# Why should the cut off frequency and the transition bandwidth (BW) be expressed as a fraction of sampling rate?

I came across this confusion in Chapter 16,"Book - The Scientist and Engineers guide to DSP" and Topic is "Windowed Sinc-Filters". I am doing some calculations for designing the sinc filter and came across these doubts:

                               M = 4/BW


where "M" is the filter kernel length and "BW" is the transition bandwidth.
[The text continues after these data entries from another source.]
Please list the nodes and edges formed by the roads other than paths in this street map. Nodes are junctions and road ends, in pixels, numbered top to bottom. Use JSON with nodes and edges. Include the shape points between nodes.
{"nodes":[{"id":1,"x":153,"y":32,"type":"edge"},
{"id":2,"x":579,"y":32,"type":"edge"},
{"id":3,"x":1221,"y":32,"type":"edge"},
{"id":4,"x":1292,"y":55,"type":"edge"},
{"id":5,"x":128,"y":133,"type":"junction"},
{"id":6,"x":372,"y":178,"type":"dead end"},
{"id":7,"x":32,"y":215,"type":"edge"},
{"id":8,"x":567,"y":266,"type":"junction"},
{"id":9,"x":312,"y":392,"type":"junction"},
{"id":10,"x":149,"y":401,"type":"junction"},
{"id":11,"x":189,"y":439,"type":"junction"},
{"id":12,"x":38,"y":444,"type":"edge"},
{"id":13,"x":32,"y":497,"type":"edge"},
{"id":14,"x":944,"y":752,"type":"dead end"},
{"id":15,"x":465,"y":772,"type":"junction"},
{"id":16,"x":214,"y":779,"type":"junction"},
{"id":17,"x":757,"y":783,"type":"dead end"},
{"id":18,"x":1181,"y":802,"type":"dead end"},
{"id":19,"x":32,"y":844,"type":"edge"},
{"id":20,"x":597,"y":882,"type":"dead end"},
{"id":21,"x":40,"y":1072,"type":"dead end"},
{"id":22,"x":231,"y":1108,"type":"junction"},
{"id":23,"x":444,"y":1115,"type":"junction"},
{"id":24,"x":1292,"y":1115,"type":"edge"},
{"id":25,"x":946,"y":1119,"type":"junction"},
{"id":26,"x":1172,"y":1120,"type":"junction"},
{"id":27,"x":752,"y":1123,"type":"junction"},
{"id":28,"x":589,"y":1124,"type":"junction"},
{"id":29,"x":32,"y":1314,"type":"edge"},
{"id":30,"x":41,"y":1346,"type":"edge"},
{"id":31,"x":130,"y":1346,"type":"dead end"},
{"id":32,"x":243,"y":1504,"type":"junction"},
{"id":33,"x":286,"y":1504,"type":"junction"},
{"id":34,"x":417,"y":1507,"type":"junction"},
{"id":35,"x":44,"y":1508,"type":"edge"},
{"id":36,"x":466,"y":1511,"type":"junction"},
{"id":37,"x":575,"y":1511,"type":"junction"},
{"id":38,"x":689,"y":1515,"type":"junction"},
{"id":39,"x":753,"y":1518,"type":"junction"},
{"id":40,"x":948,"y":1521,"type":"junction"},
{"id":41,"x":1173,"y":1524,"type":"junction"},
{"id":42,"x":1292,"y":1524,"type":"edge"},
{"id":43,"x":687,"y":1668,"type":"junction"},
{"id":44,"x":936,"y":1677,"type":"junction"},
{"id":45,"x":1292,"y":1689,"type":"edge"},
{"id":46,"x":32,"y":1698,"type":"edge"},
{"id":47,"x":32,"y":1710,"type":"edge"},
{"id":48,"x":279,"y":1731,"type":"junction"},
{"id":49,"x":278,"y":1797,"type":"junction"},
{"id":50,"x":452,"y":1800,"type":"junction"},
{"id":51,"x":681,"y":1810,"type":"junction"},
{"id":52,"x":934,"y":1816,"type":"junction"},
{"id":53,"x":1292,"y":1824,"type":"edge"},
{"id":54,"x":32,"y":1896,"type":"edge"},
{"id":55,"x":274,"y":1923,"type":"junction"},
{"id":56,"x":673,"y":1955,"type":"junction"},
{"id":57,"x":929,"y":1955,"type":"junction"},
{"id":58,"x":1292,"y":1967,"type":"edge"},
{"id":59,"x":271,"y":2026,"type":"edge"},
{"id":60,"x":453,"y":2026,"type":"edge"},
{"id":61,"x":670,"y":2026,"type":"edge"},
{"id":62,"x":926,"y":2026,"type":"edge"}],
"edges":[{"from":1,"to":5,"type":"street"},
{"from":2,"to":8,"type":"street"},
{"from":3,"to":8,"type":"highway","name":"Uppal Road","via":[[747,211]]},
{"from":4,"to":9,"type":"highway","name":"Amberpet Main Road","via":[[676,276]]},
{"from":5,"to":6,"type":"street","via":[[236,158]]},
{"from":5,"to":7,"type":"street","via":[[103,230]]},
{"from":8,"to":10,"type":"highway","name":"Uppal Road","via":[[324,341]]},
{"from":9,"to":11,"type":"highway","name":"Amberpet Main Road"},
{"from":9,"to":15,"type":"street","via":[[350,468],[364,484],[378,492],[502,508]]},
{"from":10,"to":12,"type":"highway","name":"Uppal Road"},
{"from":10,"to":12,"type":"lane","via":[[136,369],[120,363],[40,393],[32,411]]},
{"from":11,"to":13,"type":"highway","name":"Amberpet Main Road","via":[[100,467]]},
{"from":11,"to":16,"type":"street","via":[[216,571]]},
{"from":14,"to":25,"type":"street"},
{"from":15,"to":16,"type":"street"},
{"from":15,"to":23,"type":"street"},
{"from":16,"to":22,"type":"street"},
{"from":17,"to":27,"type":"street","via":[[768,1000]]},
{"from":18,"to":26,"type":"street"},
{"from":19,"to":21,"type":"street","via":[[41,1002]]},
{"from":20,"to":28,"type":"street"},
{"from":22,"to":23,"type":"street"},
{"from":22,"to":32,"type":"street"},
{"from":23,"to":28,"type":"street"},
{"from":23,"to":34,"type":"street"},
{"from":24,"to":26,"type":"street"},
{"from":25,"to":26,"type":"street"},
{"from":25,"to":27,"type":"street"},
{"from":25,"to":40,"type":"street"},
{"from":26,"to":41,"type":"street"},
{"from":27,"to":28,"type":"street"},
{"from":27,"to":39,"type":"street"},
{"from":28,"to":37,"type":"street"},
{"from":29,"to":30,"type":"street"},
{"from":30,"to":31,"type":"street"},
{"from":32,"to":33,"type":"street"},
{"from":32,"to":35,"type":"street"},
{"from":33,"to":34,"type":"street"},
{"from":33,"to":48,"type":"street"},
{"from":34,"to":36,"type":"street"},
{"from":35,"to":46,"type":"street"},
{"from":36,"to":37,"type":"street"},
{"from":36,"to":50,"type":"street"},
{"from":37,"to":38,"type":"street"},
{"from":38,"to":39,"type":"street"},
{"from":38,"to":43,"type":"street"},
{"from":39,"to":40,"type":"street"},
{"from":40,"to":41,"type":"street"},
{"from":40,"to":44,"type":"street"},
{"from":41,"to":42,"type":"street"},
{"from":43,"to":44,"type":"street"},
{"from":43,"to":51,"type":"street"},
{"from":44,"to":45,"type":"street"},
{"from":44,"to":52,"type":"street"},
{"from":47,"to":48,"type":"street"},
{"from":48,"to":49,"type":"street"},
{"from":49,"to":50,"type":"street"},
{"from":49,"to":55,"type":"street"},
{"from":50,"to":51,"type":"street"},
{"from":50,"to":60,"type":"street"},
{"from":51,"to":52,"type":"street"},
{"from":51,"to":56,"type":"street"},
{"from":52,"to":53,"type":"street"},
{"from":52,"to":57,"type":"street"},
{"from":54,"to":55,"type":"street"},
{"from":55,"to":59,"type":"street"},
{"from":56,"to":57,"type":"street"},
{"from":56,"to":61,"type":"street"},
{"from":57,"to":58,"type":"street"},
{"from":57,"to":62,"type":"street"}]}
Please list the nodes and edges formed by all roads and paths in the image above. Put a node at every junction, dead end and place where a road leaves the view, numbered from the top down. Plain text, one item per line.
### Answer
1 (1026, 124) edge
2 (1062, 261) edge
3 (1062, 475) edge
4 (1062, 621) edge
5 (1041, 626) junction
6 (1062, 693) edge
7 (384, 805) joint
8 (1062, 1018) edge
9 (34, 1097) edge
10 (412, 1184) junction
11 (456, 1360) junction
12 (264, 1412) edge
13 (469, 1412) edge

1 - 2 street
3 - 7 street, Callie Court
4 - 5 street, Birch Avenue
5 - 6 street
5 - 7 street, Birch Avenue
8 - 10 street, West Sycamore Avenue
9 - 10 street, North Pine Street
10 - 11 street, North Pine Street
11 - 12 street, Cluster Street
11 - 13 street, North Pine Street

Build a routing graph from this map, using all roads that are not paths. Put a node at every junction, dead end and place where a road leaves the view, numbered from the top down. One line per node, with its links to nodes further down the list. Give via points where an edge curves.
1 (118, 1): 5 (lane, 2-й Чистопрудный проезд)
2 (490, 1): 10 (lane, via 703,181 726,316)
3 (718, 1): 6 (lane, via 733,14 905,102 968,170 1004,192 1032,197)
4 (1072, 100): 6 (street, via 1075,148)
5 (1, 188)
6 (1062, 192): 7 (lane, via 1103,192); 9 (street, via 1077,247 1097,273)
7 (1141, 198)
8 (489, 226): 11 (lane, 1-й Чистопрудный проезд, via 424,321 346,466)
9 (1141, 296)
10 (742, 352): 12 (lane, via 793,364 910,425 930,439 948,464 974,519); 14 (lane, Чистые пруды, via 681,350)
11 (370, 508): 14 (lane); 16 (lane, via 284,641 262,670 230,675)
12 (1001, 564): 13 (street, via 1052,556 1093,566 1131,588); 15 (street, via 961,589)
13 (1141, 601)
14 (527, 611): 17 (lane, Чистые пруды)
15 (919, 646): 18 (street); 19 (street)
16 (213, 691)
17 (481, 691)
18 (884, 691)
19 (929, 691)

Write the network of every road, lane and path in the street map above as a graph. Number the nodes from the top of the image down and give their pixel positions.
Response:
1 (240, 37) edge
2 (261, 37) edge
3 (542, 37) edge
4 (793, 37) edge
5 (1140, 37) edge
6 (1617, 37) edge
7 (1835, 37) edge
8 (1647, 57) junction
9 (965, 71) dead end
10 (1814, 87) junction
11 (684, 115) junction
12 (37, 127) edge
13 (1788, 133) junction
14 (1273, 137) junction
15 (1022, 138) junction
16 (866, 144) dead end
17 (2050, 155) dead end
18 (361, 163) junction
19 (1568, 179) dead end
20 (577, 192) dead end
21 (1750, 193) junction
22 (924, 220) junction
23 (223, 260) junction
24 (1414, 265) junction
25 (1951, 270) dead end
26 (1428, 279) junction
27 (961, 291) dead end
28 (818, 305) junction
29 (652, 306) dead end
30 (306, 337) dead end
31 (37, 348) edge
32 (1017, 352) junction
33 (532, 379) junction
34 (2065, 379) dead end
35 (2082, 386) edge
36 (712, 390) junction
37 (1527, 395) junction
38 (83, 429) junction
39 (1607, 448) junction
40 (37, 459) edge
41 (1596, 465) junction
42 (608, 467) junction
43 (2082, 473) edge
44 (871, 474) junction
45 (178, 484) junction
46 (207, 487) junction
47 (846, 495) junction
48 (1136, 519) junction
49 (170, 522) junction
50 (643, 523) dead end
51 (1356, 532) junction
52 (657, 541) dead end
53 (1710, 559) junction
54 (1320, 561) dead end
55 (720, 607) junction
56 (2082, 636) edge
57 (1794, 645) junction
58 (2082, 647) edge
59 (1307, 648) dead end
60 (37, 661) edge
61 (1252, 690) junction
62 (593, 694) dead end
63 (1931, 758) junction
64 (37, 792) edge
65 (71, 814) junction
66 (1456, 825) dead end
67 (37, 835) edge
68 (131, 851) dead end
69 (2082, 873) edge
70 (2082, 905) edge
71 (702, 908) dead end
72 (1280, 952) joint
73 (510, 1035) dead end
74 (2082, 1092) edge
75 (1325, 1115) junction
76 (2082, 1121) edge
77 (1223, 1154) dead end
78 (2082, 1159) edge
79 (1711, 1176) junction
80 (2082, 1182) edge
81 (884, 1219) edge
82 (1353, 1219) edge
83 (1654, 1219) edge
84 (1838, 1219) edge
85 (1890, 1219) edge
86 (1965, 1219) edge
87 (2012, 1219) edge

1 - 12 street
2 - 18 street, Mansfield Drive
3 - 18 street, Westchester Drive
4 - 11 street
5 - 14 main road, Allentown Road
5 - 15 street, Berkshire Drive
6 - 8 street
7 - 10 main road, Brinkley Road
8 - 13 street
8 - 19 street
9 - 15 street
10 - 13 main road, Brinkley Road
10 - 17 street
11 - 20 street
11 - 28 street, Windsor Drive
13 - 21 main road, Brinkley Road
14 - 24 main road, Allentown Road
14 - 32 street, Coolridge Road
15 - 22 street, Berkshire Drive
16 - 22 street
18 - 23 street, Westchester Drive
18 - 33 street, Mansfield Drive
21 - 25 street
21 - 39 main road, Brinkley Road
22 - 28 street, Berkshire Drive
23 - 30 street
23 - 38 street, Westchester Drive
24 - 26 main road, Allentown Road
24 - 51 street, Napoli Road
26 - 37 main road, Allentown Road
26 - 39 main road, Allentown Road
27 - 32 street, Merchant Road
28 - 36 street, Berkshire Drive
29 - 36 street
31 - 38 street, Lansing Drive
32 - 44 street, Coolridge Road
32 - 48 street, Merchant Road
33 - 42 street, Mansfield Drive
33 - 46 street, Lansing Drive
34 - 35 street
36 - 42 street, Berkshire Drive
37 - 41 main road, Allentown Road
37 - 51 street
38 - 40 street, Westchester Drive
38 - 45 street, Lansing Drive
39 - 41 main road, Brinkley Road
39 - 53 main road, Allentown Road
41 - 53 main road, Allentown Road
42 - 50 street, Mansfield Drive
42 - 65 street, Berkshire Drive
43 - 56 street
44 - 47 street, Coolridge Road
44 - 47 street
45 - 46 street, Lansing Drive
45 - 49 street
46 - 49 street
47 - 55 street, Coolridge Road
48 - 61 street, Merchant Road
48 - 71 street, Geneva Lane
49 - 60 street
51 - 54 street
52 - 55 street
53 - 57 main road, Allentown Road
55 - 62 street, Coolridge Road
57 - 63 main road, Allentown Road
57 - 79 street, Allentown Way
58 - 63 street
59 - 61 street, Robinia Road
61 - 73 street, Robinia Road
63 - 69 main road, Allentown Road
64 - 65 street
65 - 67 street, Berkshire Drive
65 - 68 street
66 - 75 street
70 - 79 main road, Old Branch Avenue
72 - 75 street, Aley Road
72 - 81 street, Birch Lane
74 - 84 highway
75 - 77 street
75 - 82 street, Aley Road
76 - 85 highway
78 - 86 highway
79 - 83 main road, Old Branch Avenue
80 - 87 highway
The author says that "The BW must be expressed as a fraction of sampling rate with a value between 0 to 0.5 and same goes with the cut off frequency". For the values of M = 20, 40, 200, the BW is 0.2, 0.1, 0.02 and like we can see, it satisfies the condition of 0 to 0.5.

After I searched online, I understood that the value of cut off frequency and BW to exist between 0 to 0.5 has to do something with the power (dB) and presumed that 0 is 0db and 0.5 is -3 dB, since 10log(0.5) = -3dB.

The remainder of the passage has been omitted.